The miss rate spikes when scrolling through memory views because each scroll brings new addresses into view. Even then, returning to previously viewed regions hits the cache. The steady-state behaviour favours the cache heavily.
Performance characteristics
The cache lookup is fast—a hash table probe and a reference comparison. The cache miss path runs the full decoder, which involves a switch dispatch and operand parsing. For multi-byte instructions with displacement values or immediate values, the parsing includes bounds checking alongside endianness conversion. The cached path skips all of that.

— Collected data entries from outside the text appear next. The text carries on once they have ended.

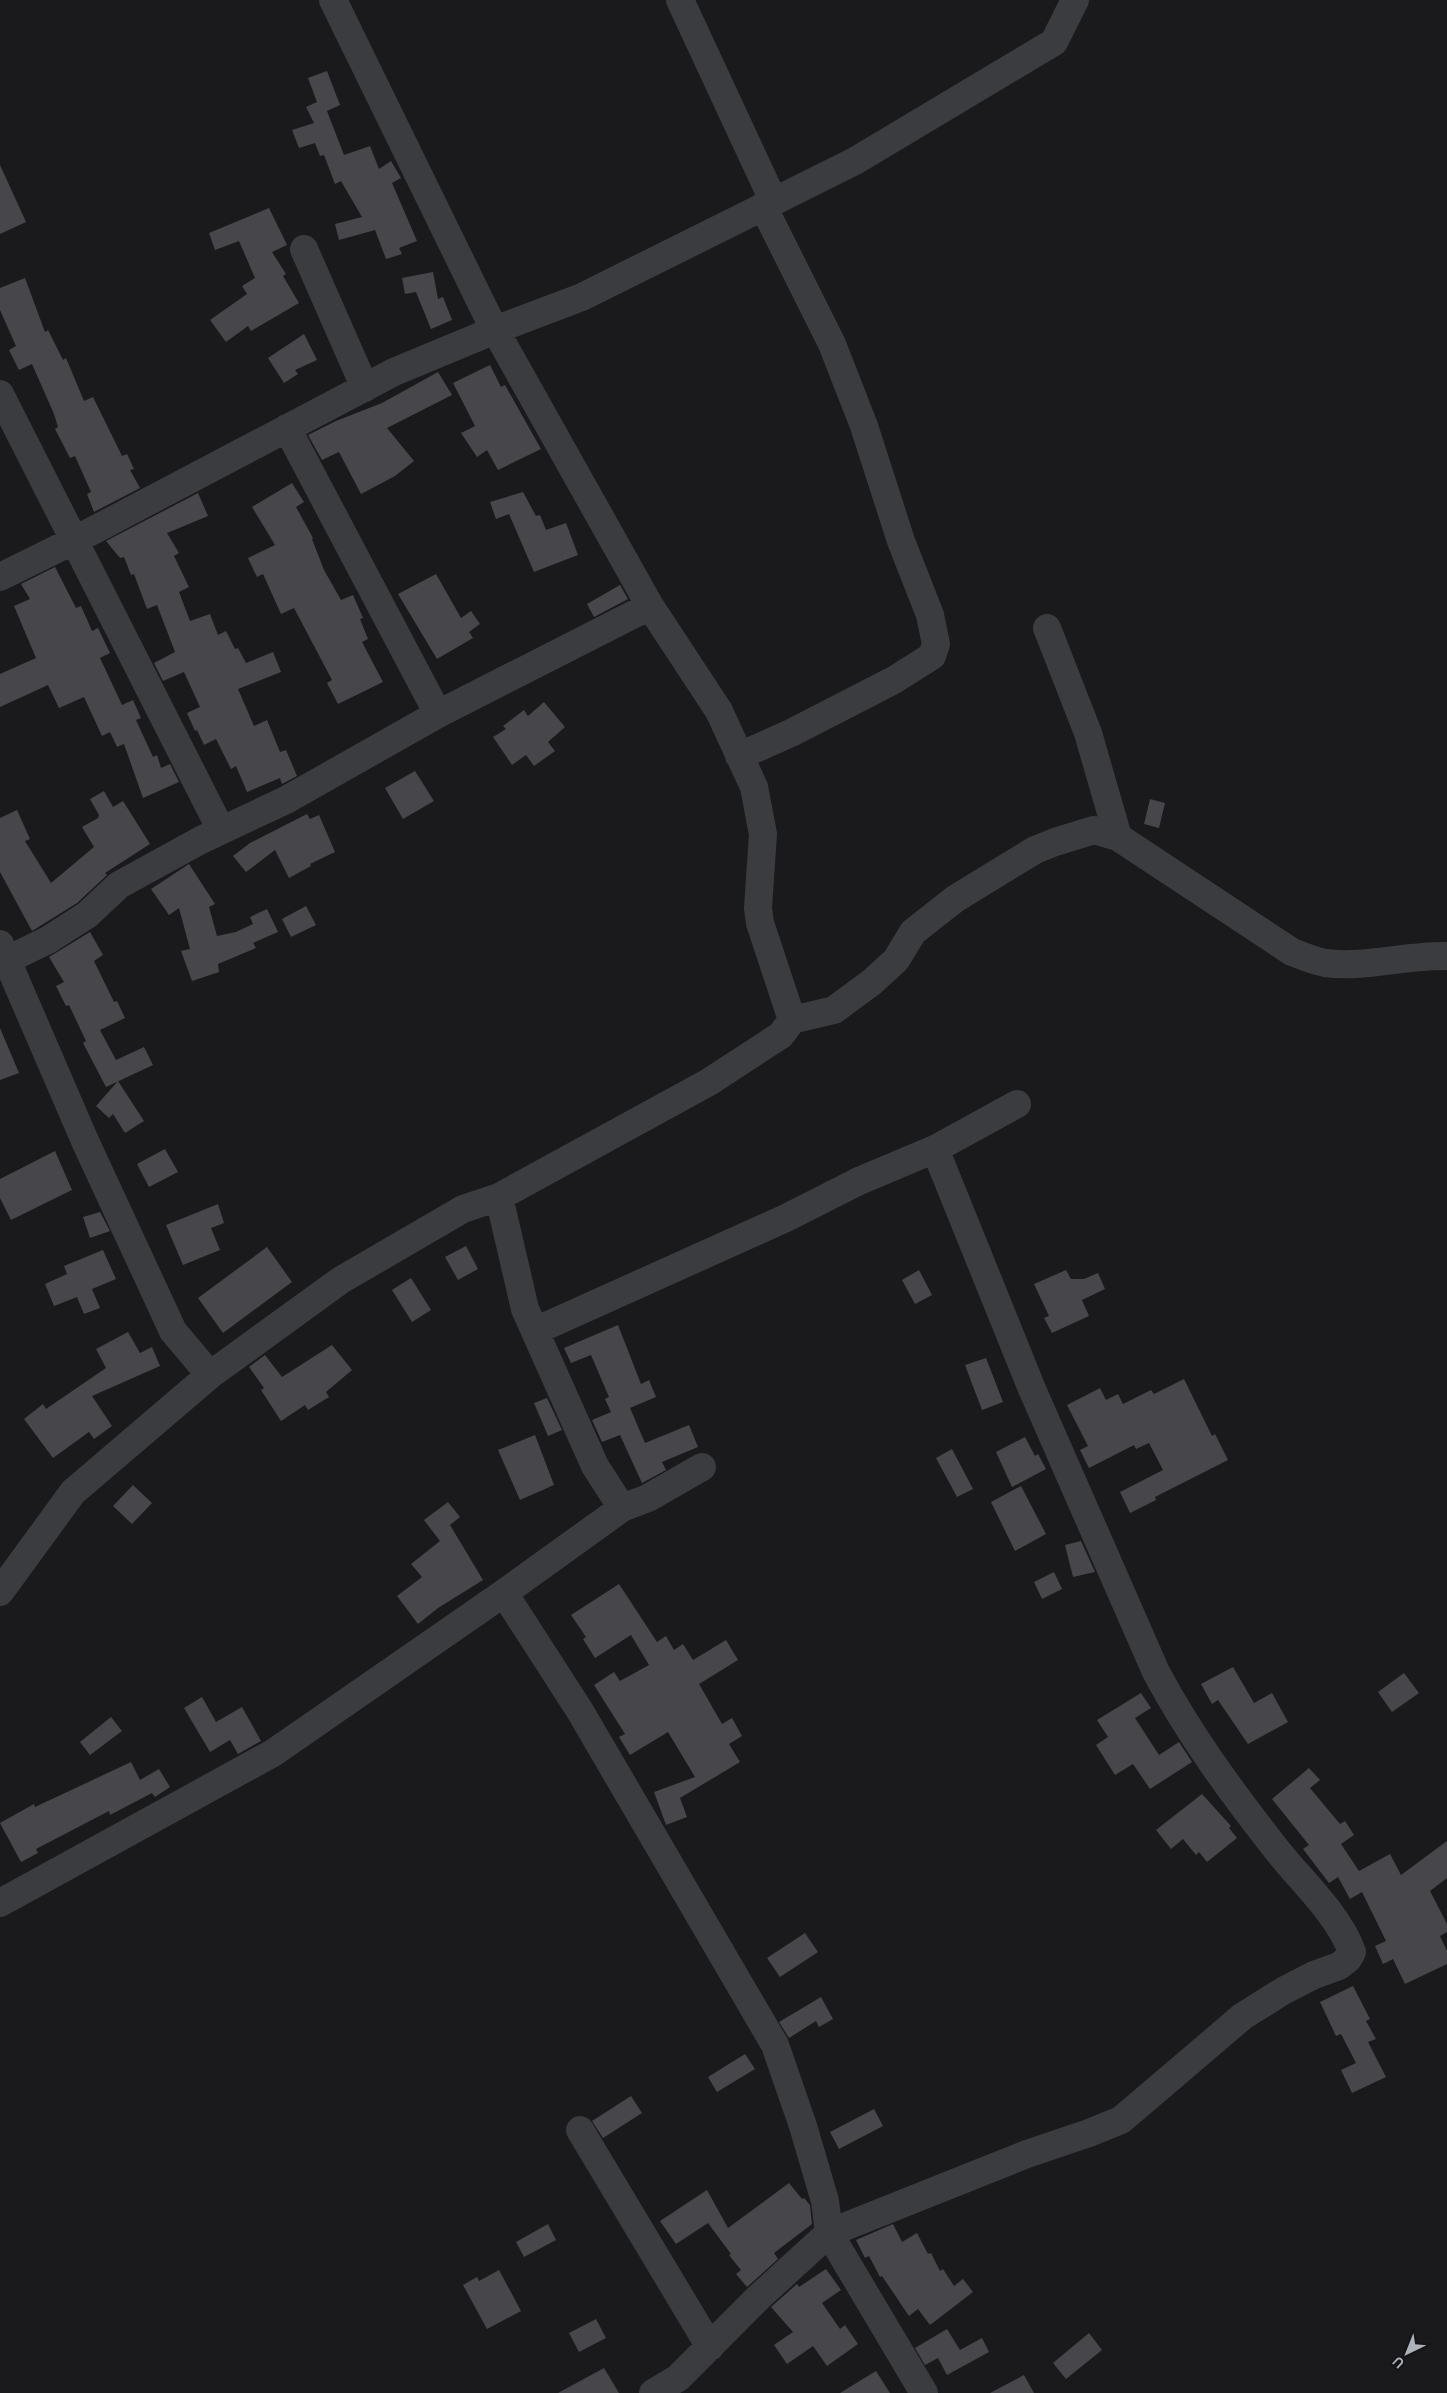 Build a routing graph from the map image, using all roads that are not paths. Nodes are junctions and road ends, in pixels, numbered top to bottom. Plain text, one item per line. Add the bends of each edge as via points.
1 (332, 0) edge
2 (680, 0) edge
3 (1055, 0) edge
4 (1076, 0) edge
5 (1054, 42) junction
6 (768, 203) junction
7 (304, 250) dead end
8 (495, 330) junction
9 (365, 388) junction
10 (0, 394) edge
11 (288, 428) junction
12 (76, 540) junction
13 (0, 577) edge
14 (650, 606) junction
15 (1047, 628) dead end
16 (438, 714) junction
17 (739, 756) junction
18 (221, 830) junction
19 (1118, 838) junction
20 (4, 952) edge
21 (1447, 956) edge
22 (792, 1020) junction
23 (1017, 1104) dead end
24 (935, 1149) junction
25 (499, 1197) junction
26 (535, 1331) junction
27 (210, 1375) junction
28 (702, 1468) dead end
29 (622, 1508) junction
30 (0, 1592) edge
31 (504, 1593) junction
32 (0, 1902) edge
33 (580, 2130) dead end
34 (829, 2233) junction
35 (710, 2347) junction
36 (653, 2393) edge
37 (924, 2393) edge

1 - 8 street
2 - 6 street
3 - 5 street
4 - 5 street
5 - 6 street via 855,161
6 - 8 street via 582,297
6 - 17 street via 832,344 857,408 901,541 930,615 936,644 932,656 894,680
7 - 9 street
8 - 9 street via 394,372
8 - 14 street
9 - 11 street
10 - 12 street
11 - 12 street
11 - 16 street
12 - 13 street
12 - 18 street
14 - 16 street
14 - 17 street via 719,711
15 - 19 street via 1088,733
16 - 18 street via 286,800
17 - 22 street via 754,787 764,834 758,908 760,923
18 - 20 street via 119,885 87,915 48,940
19 - 21 street via 1292,952 1322,962 1350,965
19 - 22 street via 1094,830 1036,850 955,899 913,932 896,960 834,1010
20 - 27 street via 85,1140 173,1331
22 - 25 street via 781,1035 709,1082
23 - 24 street
24 - 26 street
24 - 34 street via 1032,1389 1165,1688 1218,1772 1326,1909 1348,1940 1352,1952 1339,1966 1290,1987 1243,2016 1121,2120
25 - 26 street via 525,1310
25 - 27 street via 463,1210 341,1280
26 - 29 street via 595,1466
27 - 30 street via 73,1492
28 - 29 street via 648,1498
29 - 31 street
31 - 32 street via 273,1753
31 - 34 street via 580,1711 776,2044 822,2191
33 - 35 street
34 - 35 street
34 - 37 street
35 - 36 street via 678,2378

The memory overhead is proportional to the number of unique instructions in the cache. Each entry holds a Uint8Array key (typically 1 to 4 bytes) and a decoded result object (a few tens of bytes including the mnemonic string and operand descriptions). For a program with a few hundred unique instruction patterns, the cache consumes a few kilobytes. The memory cost is negligible compared to the time saved.
Lessons from the refactor
Breaking the decoder into modules forced me to think about the instruction set systematically. The Z80's prefixing scheme, awkward as it sometimes feels, maps naturally onto a module-per-prefix structure. The code now reflects the architecture it decodes.
The caching emerged from profiling the decoder during real sessions. I noticed redundant decoding in the hot path and asked whether the work was necessary. The deterministic encoding made the answer obvious while the WeakMap made the implementation clean while the hit rate validated the approach.
The two changes—splitting and caching—happened in the same commit because they reinforced each other. The split made the decoder easier to reason about while the caching made it faster. Together, they transformed a sprawling file into a maintainable subsystem with measurable performance characteristics.